/ 27 March 2019

How mystery changes to a R350m VBS loan cost the PIC millions

The changes appear to have been instituted by two former PIC officials and members of the PIC board
The changes appear to have been instituted by two former PIC officials and members of the PIC board, who have since been debarred from the financial services sector.

Three changes, which were not approved, were made at the 11th hour to the conditions attached to the R350-million loan facility by the Public Investment Corporation (PIC) to the now defunct VBS Mutual Bank, the commission of inquiry heard on Tuesday.

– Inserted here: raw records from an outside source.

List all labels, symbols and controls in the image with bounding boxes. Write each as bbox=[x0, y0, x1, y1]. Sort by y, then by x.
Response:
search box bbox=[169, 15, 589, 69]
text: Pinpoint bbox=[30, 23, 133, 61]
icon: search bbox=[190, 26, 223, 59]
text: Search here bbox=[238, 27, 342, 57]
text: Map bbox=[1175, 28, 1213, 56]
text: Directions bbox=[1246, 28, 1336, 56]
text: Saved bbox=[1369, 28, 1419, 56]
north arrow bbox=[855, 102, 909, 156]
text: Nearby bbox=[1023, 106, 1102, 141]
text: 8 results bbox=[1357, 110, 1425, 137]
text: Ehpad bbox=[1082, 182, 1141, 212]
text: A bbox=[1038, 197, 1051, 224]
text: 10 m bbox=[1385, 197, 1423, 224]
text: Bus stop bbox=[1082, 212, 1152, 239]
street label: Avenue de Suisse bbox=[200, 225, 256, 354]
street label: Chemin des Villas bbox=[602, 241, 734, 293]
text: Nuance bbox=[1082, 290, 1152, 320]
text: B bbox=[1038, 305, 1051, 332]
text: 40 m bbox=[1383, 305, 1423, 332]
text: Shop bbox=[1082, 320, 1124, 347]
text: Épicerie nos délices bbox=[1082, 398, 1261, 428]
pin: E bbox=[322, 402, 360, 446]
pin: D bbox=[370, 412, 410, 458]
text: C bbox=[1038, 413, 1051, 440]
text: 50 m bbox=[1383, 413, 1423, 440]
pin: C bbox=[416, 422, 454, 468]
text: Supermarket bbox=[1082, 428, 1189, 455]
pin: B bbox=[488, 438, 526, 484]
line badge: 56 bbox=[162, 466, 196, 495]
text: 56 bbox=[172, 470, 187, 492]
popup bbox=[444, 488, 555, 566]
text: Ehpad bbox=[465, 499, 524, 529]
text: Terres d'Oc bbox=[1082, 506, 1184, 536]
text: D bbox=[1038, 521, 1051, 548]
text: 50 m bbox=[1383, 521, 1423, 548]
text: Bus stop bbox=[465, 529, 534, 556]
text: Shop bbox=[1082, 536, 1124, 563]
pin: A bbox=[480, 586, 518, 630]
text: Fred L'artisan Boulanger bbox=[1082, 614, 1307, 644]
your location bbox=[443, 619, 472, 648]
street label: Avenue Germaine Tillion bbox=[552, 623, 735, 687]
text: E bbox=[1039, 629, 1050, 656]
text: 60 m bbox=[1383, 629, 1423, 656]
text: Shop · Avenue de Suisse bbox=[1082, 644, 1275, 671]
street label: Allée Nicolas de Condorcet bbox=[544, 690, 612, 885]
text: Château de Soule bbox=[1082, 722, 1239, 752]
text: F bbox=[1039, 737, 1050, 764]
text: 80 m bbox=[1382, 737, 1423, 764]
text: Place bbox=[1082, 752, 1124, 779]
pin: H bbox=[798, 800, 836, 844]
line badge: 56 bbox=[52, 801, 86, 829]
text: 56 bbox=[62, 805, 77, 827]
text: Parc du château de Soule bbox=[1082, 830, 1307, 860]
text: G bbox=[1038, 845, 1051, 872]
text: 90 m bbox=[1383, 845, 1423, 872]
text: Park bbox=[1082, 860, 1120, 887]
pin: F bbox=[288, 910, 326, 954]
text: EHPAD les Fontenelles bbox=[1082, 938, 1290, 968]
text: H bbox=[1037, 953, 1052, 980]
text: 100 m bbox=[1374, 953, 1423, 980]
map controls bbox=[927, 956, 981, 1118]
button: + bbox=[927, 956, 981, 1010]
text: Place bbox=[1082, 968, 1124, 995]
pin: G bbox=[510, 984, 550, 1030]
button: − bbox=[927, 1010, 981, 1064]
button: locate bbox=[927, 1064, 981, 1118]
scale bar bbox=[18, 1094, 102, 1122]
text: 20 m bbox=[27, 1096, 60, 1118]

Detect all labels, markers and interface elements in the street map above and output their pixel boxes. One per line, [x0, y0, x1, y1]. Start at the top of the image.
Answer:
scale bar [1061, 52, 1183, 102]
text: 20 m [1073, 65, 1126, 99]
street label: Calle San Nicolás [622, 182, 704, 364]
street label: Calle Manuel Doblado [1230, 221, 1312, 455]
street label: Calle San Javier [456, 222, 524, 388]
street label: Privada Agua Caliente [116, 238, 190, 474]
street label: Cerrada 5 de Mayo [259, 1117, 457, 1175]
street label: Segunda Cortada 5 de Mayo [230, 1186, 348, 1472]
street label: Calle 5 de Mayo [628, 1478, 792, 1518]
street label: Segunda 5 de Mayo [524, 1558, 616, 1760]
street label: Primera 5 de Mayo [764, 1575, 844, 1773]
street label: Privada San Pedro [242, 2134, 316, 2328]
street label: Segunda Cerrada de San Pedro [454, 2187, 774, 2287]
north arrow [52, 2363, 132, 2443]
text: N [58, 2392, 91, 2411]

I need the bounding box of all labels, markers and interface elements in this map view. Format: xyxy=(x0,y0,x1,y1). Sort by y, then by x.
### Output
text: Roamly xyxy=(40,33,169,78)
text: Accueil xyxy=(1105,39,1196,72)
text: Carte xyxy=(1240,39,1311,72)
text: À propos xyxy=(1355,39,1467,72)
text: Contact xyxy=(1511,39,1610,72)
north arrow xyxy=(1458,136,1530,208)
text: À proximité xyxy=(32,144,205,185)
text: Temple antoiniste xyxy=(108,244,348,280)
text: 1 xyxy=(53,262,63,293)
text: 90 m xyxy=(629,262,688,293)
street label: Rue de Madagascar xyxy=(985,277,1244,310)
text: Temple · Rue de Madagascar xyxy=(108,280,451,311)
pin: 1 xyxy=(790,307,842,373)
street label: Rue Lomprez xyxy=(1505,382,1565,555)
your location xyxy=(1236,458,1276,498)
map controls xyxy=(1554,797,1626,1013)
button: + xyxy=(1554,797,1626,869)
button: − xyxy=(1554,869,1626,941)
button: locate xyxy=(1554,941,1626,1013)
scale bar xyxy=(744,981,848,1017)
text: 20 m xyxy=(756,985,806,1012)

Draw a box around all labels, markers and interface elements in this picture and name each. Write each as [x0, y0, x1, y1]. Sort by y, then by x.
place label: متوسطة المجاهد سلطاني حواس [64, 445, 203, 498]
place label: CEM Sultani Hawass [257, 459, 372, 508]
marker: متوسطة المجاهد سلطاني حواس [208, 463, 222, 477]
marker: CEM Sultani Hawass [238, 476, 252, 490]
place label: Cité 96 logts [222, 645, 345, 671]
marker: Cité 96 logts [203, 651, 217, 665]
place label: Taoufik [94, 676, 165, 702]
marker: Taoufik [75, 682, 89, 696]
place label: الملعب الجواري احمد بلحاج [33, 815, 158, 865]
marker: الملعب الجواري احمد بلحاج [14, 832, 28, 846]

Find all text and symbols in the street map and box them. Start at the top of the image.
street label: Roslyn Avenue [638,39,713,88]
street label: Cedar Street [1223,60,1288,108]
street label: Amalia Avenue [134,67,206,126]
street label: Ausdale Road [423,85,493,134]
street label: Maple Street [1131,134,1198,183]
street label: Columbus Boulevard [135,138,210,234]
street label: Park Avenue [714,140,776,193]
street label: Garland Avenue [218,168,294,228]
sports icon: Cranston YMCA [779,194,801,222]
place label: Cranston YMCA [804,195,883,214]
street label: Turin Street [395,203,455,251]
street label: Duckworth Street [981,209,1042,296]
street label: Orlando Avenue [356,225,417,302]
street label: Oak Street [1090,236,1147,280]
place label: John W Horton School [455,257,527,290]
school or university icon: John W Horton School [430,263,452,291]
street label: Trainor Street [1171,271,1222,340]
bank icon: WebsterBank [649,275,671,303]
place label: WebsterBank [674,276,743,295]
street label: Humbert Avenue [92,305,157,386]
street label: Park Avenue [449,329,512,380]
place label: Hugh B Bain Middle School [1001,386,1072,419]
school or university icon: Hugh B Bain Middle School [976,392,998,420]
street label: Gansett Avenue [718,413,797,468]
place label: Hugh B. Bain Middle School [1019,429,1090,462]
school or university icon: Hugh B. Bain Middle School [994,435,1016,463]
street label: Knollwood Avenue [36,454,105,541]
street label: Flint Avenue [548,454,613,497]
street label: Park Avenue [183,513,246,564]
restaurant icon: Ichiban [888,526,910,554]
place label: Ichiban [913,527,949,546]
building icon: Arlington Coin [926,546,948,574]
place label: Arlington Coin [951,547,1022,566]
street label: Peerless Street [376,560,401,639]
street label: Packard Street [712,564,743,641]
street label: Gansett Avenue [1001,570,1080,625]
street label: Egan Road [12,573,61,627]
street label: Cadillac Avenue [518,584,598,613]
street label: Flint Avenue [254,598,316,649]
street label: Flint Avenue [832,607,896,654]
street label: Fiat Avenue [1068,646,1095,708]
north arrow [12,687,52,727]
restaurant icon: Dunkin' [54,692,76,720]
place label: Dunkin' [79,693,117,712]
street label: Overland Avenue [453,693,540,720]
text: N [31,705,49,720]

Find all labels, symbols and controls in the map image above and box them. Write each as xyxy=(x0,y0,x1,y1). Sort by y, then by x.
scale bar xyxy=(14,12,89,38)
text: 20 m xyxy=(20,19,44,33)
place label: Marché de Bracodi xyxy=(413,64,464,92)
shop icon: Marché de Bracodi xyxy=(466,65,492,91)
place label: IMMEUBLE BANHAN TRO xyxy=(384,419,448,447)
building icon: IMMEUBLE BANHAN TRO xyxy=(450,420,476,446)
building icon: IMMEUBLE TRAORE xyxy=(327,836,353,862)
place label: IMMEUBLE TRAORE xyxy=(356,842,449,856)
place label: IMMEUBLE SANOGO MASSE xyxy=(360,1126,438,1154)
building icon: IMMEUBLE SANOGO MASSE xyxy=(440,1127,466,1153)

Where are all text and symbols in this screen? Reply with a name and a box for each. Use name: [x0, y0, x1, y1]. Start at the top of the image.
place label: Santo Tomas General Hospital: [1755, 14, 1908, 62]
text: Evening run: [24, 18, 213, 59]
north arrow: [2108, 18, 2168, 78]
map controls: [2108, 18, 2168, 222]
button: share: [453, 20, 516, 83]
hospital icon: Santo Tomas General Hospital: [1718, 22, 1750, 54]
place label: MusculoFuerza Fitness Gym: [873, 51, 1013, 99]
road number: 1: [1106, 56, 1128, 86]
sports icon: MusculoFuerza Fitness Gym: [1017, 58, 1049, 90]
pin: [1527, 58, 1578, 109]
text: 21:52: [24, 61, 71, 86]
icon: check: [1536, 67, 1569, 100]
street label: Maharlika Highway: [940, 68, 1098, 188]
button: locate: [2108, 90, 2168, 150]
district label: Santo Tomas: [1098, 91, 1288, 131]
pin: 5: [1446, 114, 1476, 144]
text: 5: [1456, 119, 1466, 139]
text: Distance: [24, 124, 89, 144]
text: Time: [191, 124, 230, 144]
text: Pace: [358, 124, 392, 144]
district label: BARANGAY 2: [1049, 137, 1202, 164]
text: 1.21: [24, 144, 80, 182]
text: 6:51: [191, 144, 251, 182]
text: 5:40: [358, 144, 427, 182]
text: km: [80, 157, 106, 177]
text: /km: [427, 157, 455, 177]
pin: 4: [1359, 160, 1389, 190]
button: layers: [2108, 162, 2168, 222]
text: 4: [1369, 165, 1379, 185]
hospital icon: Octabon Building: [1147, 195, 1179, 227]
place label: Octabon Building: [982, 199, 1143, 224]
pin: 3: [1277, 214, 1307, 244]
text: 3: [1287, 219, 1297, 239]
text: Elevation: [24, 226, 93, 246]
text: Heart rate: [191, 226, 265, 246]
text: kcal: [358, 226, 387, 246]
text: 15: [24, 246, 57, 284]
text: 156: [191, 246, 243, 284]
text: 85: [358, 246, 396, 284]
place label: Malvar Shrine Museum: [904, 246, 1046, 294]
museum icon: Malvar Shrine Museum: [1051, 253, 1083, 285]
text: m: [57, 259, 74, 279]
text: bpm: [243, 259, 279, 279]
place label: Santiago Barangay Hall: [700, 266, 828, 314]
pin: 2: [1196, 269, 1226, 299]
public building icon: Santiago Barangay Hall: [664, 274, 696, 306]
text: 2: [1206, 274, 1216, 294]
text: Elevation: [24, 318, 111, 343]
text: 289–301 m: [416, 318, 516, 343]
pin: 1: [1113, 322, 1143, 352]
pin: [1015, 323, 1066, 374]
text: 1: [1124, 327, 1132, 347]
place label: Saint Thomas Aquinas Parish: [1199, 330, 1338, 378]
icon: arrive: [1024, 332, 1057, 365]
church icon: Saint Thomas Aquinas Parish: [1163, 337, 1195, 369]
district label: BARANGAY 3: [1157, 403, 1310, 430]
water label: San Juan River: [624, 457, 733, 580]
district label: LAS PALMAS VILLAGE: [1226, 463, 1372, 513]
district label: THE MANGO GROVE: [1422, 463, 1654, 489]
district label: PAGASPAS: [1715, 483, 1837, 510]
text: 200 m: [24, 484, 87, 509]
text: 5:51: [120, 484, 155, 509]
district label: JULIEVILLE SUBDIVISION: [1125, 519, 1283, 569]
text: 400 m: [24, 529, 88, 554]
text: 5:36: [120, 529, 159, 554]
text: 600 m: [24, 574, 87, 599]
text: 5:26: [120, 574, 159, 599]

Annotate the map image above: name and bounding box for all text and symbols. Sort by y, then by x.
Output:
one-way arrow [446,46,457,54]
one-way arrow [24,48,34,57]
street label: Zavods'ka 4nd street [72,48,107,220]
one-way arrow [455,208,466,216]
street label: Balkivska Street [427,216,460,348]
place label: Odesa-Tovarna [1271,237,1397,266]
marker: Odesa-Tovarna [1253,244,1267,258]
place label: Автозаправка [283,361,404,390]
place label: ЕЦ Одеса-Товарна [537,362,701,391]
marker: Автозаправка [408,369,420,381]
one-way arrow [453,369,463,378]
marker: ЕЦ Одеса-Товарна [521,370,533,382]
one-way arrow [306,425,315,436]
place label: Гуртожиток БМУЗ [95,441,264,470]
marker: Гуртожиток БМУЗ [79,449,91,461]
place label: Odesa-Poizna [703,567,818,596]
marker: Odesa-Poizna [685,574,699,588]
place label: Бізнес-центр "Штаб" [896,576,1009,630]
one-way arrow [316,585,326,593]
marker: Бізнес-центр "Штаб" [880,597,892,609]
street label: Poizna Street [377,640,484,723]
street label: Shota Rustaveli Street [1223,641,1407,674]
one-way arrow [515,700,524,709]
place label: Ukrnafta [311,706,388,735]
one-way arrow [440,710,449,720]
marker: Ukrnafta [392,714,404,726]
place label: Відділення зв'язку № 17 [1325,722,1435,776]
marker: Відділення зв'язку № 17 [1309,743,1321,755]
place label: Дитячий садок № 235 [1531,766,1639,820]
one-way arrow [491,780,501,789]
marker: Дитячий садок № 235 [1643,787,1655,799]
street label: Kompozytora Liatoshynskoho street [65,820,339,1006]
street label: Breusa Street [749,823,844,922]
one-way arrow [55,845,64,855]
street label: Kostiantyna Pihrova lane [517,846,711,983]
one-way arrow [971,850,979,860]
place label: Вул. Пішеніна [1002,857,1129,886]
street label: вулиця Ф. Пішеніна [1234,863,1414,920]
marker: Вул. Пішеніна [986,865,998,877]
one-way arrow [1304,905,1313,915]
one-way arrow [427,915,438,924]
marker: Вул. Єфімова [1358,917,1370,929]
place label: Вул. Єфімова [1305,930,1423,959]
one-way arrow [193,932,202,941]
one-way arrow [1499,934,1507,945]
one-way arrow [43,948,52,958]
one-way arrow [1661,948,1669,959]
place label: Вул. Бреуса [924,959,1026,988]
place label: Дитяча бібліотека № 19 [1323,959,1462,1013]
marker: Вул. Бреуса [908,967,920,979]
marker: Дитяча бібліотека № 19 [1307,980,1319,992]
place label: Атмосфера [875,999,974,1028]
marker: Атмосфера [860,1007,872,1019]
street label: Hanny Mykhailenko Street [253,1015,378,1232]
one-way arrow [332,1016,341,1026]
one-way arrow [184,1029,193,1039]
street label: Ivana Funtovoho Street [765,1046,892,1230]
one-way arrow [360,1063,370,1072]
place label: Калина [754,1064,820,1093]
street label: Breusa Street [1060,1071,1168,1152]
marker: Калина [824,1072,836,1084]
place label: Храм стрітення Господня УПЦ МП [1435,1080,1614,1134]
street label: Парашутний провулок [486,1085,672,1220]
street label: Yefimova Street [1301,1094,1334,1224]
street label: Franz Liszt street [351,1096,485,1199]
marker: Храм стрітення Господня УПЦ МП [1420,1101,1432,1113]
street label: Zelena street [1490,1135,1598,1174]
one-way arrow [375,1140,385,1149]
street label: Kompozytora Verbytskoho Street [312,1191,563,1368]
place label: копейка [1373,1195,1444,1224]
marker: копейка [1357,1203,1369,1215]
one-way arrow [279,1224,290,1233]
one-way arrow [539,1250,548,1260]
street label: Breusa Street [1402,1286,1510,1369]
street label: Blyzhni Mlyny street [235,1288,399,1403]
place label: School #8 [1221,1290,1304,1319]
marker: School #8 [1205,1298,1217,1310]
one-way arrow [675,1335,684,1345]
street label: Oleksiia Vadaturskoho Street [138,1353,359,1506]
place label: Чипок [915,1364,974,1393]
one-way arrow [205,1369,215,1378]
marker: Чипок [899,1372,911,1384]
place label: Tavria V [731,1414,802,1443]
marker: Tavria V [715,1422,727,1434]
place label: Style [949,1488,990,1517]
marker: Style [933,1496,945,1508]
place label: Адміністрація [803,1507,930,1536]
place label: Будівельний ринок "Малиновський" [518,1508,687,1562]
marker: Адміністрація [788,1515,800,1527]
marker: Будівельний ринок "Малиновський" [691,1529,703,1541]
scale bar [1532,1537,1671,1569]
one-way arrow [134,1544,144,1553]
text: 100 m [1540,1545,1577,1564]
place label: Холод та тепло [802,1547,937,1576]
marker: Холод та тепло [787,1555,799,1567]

The changes appear to have been instituted by two former PIC officials and members of the PIC board, who have since been debarred from the financial services sector.

The PIC, which invests around R2-trillion, mostly on behalf of government employees was VBS’s second-largest shareholder with a 25.2% stake through its client the Government Employees Pension Fund (GEPF).

The GEPF has a legacy shareholding in the Venda based bank when it absorbed the pension fund of the Venda Bantustan government in 1996.

READ MORE: Former PIC officials implicated in VBS heist banned from financial services sector

VBS is bankrupt and was liquidated in November, after being placed under curatorship by the South African Reserve Bank (SARB) in March 2018.

Advocate Terry Motau’s forensic report ‘The Great Bank Heist’ found that the R350-million loan facility from the PIC to VBS was used to plug the cash hole at the bank.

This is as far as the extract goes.